March 13th, 2016
“Yet unlike his predecessor, the Rev. J. Donald Monan, who was widely credited with leading the school out of its financial crisis by enthusiastically promoting both academics and athletics, [Boston College’s current president] is seen by many alumni as less exuberant about building elite sports programs than advancing the school’s academic excellence.”

Things have taken a sinister turn at Boston College, where despite raking in huge yearly sums simply by being in a big-time league, the entire university, starting with its president, is suffering from ACCedia – the dark night of the soul in the Atlantic Coast Conference.

Unlike its sister affliction, acedia, which refers to a “gradual indifference to the faith,” ACCedia involves a gradual indifference to being a fan. The money’s still coming in, the games are still being staged, but no one cares, and almost no one shows up in the stands.

Allow UD to draw from her years of experience writing about university football and basketball in order to suggest some reasons for this strange turn of events.

The big glaring reason is this one: You’re either willing to give your full soul over to football, or you are not. You’re either fully committed to your completion percentage, or you are not. You’re either willing to spend most of your school’s money on athletics, admit academically unqualified players, and wrest all control over sports decisions from the school’s president, or you are not. Boston College languishes in a limbo of less than thorough football fervency.

To be sure, BC is doing some things right: It has appointed as the highest-paid person at a Catholic college a man whose every other word, on national television, is fuck. “[The football coach’s] profane sideline behavior [was] most damaging [during] a nationally televised loss to Notre Dame at Fenway Park, first when a camera focused on Addazio shouting the F-word, then when he received an unsportsmanlike conduct penalty for berating the officials.” You want a Christian role model at the very top, a signal lesson in how to behave if you want to earn the lord’s rewards, and Steve Addazio fits the bill.

And you want to schedule hard-hitting games.

In one of BC’s most embarrassing episodes last season, the Eagles defeated a stunningly inferior team from Howard University, 76-0, the game shortened by 10 minutes because of the mismatch.

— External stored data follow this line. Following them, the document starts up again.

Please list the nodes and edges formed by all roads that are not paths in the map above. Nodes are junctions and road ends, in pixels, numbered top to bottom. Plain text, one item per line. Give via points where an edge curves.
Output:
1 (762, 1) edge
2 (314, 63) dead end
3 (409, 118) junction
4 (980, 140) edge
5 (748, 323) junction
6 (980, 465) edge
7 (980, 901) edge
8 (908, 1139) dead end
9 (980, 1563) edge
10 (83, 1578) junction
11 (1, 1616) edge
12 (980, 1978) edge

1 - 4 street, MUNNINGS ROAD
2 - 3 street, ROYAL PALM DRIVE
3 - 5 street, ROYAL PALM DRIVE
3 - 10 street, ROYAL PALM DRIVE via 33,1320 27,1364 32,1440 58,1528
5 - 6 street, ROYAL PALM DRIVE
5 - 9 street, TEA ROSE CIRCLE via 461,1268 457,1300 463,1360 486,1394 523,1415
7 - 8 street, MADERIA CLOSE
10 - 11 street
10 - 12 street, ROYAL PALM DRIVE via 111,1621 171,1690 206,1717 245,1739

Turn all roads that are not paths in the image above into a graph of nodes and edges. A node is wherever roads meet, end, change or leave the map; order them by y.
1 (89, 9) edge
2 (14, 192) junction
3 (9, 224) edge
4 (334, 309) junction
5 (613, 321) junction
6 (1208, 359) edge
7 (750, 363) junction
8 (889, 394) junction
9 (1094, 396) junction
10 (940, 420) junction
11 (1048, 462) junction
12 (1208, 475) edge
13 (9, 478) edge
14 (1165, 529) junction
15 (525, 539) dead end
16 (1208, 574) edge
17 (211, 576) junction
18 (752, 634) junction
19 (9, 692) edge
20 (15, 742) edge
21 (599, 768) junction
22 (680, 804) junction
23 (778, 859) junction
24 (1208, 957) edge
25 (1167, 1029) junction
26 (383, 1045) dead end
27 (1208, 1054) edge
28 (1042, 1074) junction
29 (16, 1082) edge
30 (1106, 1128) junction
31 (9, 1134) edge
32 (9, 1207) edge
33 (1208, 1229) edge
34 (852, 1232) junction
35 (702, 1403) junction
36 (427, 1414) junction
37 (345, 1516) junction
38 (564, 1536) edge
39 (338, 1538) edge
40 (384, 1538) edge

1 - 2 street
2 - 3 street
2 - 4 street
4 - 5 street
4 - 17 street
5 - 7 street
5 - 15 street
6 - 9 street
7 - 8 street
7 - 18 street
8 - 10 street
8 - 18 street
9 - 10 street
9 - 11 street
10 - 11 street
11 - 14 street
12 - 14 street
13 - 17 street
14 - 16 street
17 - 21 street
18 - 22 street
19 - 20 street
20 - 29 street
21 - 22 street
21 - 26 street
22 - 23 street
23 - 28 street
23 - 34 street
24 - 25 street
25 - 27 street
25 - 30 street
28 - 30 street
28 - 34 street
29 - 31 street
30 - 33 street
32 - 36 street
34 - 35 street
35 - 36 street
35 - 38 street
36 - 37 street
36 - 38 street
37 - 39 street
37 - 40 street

That’s the kind of gladiatorial combat that puts butts in seats. Another way Addazio is earning his money.

But utter spiritual alignment with football does not end here. “God does not want you for a fair-weather friend,” as Marilla says to Anne at Green Gables farm, and the Boston College community has not yet learned this lesson. Being a fan is not merely about cheering on wins; it is about cheering on losses as well. If you cannot maintain enthusiastic faith in a team that loses most of its games, you are demonstrating a fundamental incapacity to perceive the divinity of sport.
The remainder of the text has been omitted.